Finding a way to convert waste (plenty of it everywhere) to reliable energy (not so much) is a good place to start. An estimated 1.2 billion people lack access to the world’s energy, with a significant number of them located in developing Asia or sub-Saharan Africa. Nearly 80 percent of them reside in rural regions.
SEaB, a participant in the PeaceTech Accelerator program supported by Amazon Web Services Inc., C5 Capital and SAP NSz, offers an intriguing glimpse into the potential for technology to make a difference in the energy sector as other firms take on equally significant tasks, such as improving education or enhancing the quality of life in cities throughout the world.
For SEaB, it starts by taking the technology on the road.
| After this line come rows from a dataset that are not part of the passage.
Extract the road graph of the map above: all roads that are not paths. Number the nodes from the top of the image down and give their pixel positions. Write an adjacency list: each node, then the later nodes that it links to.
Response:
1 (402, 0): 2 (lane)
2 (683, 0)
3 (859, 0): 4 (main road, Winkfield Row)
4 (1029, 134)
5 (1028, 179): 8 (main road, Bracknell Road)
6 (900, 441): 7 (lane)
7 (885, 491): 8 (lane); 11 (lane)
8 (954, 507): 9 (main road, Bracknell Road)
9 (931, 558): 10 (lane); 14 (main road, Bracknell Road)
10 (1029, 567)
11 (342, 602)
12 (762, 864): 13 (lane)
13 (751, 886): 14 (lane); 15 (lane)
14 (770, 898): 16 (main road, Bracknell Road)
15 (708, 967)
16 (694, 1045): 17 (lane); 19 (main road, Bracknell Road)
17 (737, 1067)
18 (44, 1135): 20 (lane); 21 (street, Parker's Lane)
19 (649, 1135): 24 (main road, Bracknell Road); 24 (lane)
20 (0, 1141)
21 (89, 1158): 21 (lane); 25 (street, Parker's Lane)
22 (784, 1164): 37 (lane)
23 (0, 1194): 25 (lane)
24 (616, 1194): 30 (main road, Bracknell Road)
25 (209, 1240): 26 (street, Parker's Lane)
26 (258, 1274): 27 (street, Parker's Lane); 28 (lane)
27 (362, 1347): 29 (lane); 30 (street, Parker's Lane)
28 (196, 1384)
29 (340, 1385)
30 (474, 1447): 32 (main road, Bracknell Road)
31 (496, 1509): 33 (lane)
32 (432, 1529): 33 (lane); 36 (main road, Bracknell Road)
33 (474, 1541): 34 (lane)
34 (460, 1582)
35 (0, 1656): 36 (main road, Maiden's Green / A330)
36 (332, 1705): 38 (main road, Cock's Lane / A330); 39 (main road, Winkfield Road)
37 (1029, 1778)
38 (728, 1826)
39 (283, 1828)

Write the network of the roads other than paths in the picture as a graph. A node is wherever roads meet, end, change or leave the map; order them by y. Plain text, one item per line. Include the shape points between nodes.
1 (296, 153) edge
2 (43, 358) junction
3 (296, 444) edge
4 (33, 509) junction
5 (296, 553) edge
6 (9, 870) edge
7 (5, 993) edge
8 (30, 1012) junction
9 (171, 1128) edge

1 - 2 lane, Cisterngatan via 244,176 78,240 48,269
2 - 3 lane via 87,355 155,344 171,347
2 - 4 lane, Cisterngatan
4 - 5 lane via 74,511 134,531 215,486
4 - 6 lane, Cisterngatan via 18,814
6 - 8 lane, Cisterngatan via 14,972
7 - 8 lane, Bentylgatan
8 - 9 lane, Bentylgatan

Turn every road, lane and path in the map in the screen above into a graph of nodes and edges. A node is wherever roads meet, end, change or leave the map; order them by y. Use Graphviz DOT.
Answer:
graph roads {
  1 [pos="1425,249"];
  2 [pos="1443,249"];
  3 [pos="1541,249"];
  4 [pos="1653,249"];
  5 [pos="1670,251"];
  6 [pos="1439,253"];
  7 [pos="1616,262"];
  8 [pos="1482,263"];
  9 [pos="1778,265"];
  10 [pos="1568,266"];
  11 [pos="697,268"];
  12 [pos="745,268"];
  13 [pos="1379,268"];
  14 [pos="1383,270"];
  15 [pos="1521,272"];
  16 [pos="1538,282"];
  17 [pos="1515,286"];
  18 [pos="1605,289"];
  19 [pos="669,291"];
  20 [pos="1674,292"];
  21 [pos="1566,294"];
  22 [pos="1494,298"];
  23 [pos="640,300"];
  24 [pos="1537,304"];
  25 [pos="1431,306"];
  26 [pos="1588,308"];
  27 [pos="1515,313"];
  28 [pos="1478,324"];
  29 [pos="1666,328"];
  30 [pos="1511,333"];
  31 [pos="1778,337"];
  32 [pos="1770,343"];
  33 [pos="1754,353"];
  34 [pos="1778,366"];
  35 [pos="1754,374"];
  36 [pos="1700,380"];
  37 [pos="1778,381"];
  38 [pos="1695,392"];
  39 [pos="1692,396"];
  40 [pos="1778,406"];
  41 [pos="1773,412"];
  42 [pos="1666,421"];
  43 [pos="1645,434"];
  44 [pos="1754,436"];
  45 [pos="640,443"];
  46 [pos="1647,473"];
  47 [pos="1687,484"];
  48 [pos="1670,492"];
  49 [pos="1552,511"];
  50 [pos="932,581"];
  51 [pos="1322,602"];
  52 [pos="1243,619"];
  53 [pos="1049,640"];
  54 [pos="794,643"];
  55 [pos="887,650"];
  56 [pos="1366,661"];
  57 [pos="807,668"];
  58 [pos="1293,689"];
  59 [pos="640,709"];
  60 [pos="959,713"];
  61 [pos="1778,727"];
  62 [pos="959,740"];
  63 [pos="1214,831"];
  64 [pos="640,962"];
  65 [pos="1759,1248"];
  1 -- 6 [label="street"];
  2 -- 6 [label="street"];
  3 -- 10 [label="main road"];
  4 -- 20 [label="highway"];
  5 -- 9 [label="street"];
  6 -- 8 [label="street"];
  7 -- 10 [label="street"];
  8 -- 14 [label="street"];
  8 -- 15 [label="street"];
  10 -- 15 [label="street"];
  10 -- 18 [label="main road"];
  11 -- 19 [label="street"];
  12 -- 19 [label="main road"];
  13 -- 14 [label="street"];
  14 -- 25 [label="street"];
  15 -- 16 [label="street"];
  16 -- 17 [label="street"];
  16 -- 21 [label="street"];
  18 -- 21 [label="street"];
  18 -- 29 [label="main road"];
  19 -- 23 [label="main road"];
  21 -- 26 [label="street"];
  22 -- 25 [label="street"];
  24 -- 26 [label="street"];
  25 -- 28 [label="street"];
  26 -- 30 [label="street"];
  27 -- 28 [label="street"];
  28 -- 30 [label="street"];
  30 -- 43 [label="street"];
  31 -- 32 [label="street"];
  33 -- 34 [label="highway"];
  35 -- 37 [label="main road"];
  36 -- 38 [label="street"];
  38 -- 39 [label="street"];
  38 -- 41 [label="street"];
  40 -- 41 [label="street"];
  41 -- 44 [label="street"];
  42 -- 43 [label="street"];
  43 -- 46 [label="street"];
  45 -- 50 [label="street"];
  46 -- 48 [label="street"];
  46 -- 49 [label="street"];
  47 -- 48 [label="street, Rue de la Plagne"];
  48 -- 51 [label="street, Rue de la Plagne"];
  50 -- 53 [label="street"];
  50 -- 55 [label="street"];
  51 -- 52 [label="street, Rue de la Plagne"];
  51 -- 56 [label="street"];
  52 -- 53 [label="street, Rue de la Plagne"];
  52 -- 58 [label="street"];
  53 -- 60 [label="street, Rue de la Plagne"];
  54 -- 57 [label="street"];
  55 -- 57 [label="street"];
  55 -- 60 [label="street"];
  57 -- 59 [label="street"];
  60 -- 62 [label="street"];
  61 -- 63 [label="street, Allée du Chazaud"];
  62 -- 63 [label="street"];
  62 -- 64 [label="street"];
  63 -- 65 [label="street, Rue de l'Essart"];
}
The firm has organized a Kickstarter campaign to convert waste to energy in remote communities in India.
“We are doing the Kickstarter to fund the first two systems we would like to deploy there,” said Tania Pinto (pictured, right), sales and marketing executive at SEaB Energy. “After we’re in the first two villages, our goal is to find local manufacturers and actually expand to all of the remote places that have no access to energy.”
Pinto spoke with John Furrier (@furrier), host of theCUBE, SiliconANGLE Media’s mobile livestreaming studio, at the PeaceTech Lab at the United States Institute of Peace in Washington, D.C., as part of theCUBE’s special AWS Public Sector CUBE Conversation series. They discussed the motivation for starting her company, the science and technology behind waste conversion, and the support of AWS for her startup’s initiative.
This week, theCUBE spotlights Tania Pinto in our Women in Tech feature.
Converting poop into energy
The genesis for SEaB’s waste conversion model came from one of life’s common occurrences. The founders stepped in it.
At their farm in the English countryside, Nick and Sandra Sassow tended horses that generated more than enough waste product to go around, according to Pinto. After stepping in a pile of manure, Sandra challenged her partner to find a way to use what was lying on the ground around them. So he did.
SEaB’s process involves using modular, odor-free, anaerobic digesters in 20-foot shipping containers to process organic waste. The resulting biogas can be used to create electricity or heat water. “We came up with waste power in a box, appliances that are made to tackle climate change,” Pinto explained. “Essentially, it’s a biological process.”
By offering self-contained units where waste can be processed and turned into energy onsite, the company eliminates the less-than-green situation where the material must be trucked to large-scale conversion facilities. Early customers included a U.K. hospital and a supermarket in Portugal. More recently, the company installed one of its anaerobic digestion systems at a U.S. naval base in California.